*** DATA TO PROCESS ***
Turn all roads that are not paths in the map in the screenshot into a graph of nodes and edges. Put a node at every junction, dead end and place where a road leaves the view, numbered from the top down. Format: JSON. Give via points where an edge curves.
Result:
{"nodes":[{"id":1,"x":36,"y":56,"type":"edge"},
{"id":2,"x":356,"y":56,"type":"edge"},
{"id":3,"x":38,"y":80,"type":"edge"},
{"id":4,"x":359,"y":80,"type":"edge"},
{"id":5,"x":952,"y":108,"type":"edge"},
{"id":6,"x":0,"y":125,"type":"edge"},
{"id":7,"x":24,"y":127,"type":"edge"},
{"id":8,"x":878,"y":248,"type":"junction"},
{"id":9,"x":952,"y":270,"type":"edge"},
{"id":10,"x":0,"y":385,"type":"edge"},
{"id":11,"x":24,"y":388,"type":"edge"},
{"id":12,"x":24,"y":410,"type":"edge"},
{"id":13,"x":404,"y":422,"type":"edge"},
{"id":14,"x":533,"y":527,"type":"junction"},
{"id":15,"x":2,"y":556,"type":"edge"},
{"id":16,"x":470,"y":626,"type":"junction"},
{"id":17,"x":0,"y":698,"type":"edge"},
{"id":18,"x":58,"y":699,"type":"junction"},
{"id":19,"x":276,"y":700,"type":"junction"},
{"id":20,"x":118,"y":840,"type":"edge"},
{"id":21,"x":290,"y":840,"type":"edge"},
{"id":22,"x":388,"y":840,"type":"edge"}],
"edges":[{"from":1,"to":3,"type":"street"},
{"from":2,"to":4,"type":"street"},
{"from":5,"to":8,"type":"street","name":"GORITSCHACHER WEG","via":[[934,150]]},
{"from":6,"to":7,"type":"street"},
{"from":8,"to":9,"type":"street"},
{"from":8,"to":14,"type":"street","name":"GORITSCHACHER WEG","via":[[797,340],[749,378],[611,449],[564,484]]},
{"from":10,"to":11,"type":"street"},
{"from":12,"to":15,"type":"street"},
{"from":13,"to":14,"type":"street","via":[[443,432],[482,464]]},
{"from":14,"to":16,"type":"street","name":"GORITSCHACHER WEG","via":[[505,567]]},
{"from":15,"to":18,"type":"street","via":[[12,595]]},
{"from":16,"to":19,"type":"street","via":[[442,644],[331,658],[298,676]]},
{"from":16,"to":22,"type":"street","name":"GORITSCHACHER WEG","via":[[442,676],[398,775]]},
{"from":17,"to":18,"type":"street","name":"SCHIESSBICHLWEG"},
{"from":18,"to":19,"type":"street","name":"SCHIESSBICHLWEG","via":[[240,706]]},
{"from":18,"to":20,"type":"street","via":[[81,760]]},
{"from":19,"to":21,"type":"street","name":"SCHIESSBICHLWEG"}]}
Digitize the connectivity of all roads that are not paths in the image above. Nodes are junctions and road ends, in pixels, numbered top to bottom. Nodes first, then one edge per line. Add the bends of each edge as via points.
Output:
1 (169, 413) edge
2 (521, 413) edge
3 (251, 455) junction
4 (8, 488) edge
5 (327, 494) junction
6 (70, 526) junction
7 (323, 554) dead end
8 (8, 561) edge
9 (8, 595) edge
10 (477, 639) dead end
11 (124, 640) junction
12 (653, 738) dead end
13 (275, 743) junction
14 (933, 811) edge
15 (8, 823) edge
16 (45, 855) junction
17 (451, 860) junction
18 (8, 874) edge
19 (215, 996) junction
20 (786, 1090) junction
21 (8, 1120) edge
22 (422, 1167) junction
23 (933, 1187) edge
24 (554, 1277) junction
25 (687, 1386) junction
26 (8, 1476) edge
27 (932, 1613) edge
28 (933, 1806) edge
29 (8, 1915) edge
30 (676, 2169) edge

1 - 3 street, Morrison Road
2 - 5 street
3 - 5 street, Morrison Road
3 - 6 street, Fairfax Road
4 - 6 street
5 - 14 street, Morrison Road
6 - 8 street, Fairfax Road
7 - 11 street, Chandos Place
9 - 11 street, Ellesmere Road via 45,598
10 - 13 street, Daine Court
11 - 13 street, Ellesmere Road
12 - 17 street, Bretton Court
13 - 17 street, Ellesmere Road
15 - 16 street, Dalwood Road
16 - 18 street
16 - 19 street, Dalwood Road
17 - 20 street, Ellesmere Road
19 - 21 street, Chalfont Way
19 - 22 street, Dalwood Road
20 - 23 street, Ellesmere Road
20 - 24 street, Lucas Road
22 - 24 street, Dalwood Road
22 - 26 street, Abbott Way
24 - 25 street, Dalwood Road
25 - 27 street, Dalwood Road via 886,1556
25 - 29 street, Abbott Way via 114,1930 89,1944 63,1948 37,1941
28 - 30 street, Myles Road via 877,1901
*** End of DATA TO PROCESS ***
**REQUIRED WORK:** Retype all the data. Nothing may be left out or altered.

**FINISHED EXERCISE:**
Turn all roads that are not paths in the map in the screenshot into a graph of nodes and edges. Put a node at every junction, dead end and place where a road leaves the view, numbered from the top down. Format: JSON. Give via points where an edge curves.
Result:
{"nodes":[{"id":1,"x":36,"y":56,"type":"edge"},
{"id":2,"x":356,"y":56,"type":"edge"},
{"id":3,"x":38,"y":80,"type":"edge"},
{"id":4,"x":359,"y":80,"type":"edge"},
{"id":5,"x":952,"y":108,"type":"edge"},
{"id":6,"x":0,"y":125,"type":"edge"},
{"id":7,"x":24,"y":127,"type":"edge"},
{"id":8,"x":878,"y":248,"type":"junction"},
{"id":9,"x":952,"y":270,"type":"edge"},
{"id":10,"x":0,"y":385,"type":"edge"},
{"id":11,"x":24,"y":388,"type":"edge"},
{"id":12,"x":24,"y":410,"type":"edge"},
{"id":13,"x":404,"y":422,"type":"edge"},
{"id":14,"x":533,"y":527,"type":"junction"},
{"id":15,"x":2,"y":556,"type":"edge"},
{"id":16,"x":470,"y":626,"type":"junction"},
{"id":17,"x":0,"y":698,"type":"edge"},
{"id":18,"x":58,"y":699,"type":"junction"},
{"id":19,"x":276,"y":700,"type":"junction"},
{"id":20,"x":118,"y":840,"type":"edge"},
{"id":21,"x":290,"y":840,"type":"edge"},
{"id":22,"x":388,"y":840,"type":"edge"}],
"edges":[{"from":1,"to":3,"type":"street"},
{"from":2,"to":4,"type":"street"},
{"from":5,"to":8,"type":"street","name":"GORITSCHACHER WEG","via":[[934,150]]},
{"from":6,"to":7,"type":"street"},
{"from":8,"to":9,"type":"street"},
{"from":8,"to":14,"type":"street","name":"GORITSCHACHER WEG","via":[[797,340],[749,378],[611,449],[564,484]]},
{"from":10,"to":11,"type":"street"},
{"from":12,"to":15,"type":"street"},
{"from":13,"to":14,"type":"street","via":[[443,432],[482,464]]},
{"from":14,"to":16,"type":"street","name":"GORITSCHACHER WEG","via":[[505,567]]},
{"from":15,"to":18,"type":"street","via":[[12,595]]},
{"from":16,"to":19,"type":"street","via":[[442,644],[331,658],[298,676]]},
{"from":16,"to":22,"type":"street","name":"GORITSCHACHER WEG","via":[[442,676],[398,775]]},
{"from":17,"to":18,"type":"street","name":"SCHIESSBICHLWEG"},
{"from":18,"to":19,"type":"street","name":"SCHIESSBICHLWEG","via":[[240,706]]},
{"from":18,"to":20,"type":"street","via":[[81,760]]},
{"from":19,"to":21,"type":"street","name":"SCHIESSBICHLWEG"}]}
Digitize the connectivity of all roads that are not paths in the image above. Nodes are junctions and road ends, in pixels, numbered top to bottom. Nodes first, then one edge per line. Add the bends of each edge as via points.
Output:
1 (169, 413) edge
2 (521, 413) edge
3 (251, 455) junction
4 (8, 488) edge
5 (327, 494) junction
6 (70, 526) junction
7 (323, 554) dead end
8 (8, 561) edge
9 (8, 595) edge
10 (477, 639) dead end
11 (124, 640) junction
12 (653, 738) dead end
13 (275, 743) junction
14 (933, 811) edge
15 (8, 823) edge
16 (45, 855) junction
17 (451, 860) junction
18 (8, 874) edge
19 (215, 996) junction
20 (786, 1090) junction
21 (8, 1120) edge
22 (422, 1167) junction
23 (933, 1187) edge
24 (554, 1277) junction
25 (687, 1386) junction
26 (8, 1476) edge
27 (932, 1613) edge
28 (933, 1806) edge
29 (8, 1915) edge
30 (676, 2169) edge

1 - 3 street, Morrison Road
2 - 5 street
3 - 5 street, Morrison Road
3 - 6 street, Fairfax Road
4 - 6 street
5 - 14 street, Morrison Road
6 - 8 street, Fairfax Road
7 - 11 street, Chandos Place
9 - 11 street, Ellesmere Road via 45,598
10 - 13 street, Daine Court
11 - 13 street, Ellesmere Road
12 - 17 street, Bretton Court
13 - 17 street, Ellesmere Road
15 - 16 street, Dalwood Road
16 - 18 street
16 - 19 street, Dalwood Road
17 - 20 street, Ellesmere Road
19 - 21 street, Chalfont Way
19 - 22 street, Dalwood Road
20 - 23 street, Ellesmere Road
20 - 24 street, Lucas Road
22 - 24 street, Dalwood Road
22 - 26 street, Abbott Way
24 - 25 street, Dalwood Road
25 - 27 street, Dalwood Road via 886,1556
25 - 29 street, Abbott Way via 114,1930 89,1944 63,1948 37,1941
28 - 30 street, Myles Road via 877,1901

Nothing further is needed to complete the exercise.